La magia y la superstición tienen su lugar en la obra no solo a través del protagonismo que cobran los muertos, sin cuerpo pero que siguen siendo voz, sino también con personajes como las parteras de algunos testimonios. Ejemplo de esto es aquella que sueña que el hijo muerto de una apesadumbrada mujer es un jaguar que bebía en un estanque «con las patas y la mandíbula ensangrentadas». O esos tatuajes que protegerán de todo mal a aquellos que los porten.
La voz y el cuerpo, tan necesarios en la obra, acaban siendo uno en Rodolfo cuando su Otro Yo se transforma en el general, el enemigo número del pueblo boliviano. El asesinato en el coche con un par de balazos dirigidos al caníbal, causante de tanto dolor, provoca una reacción en el protagonista, que acabará asimilando el cerebro del exterminador. Así, el lector se introduce en el cerebro del general a través del cuerpo de Rodolfo, perdido, alucinado, enclaustrado en un centro psiquiátrico:
«Vi, desde los ojos del otro, desde los ojos donde la voz me metió, el cadáver en el asiento trasero.
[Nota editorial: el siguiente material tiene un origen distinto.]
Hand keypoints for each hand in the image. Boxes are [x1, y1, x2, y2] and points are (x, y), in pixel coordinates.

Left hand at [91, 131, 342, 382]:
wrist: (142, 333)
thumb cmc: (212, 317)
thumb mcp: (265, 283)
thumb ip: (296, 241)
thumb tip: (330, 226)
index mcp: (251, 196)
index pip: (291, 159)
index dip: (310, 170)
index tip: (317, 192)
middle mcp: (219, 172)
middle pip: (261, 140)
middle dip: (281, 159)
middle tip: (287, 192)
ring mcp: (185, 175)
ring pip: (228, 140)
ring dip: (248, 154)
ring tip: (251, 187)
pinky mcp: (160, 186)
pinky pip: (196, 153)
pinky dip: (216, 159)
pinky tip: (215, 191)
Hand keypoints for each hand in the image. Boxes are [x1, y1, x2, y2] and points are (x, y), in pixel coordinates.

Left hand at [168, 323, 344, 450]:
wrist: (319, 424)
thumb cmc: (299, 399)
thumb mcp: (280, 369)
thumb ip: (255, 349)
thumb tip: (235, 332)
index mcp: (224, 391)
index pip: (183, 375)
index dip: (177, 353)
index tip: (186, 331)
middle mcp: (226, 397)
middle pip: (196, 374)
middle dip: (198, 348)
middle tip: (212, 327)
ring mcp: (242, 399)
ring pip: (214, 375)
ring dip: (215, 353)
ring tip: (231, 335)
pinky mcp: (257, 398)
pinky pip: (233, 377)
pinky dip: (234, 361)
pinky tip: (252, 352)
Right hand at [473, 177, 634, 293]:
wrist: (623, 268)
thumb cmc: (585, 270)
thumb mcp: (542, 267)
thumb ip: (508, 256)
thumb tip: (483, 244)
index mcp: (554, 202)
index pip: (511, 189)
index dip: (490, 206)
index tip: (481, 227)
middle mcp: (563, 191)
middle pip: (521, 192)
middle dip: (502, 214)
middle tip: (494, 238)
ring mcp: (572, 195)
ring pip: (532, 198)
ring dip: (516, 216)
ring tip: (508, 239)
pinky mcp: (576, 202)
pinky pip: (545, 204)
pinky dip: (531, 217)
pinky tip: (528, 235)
Era eso, yo solía ser eso. […] La voz se posesionó del cuerpo del otro».
Las voces en las grabaciones, las voces de los muertos que perdieron su cuerpo, que están enterrados en fosas comunes o que fueron devorados por sus asesinos, pueblan la obra. La voz de Rodolfo se confunde con las de los demás personajes al presentar el autor los diálogos de manera libre, sin reglas. Ese modo de narrar trepidante que caracteriza a este nuevo siglo y del que también participan autores como Emiliano Monge.
Maximiliano Barrientos realiza un ejercicio de equilibrio cuando es capaz de presentar escenas tan crudas e intercalarlas con la belleza de un surrealismo onírico. Los muertos con voz propia y el dialecto local de los personajes que conversan con ellos tiñe todo de un nuevo realismo mágico, o quizá, un surrealismo mágico.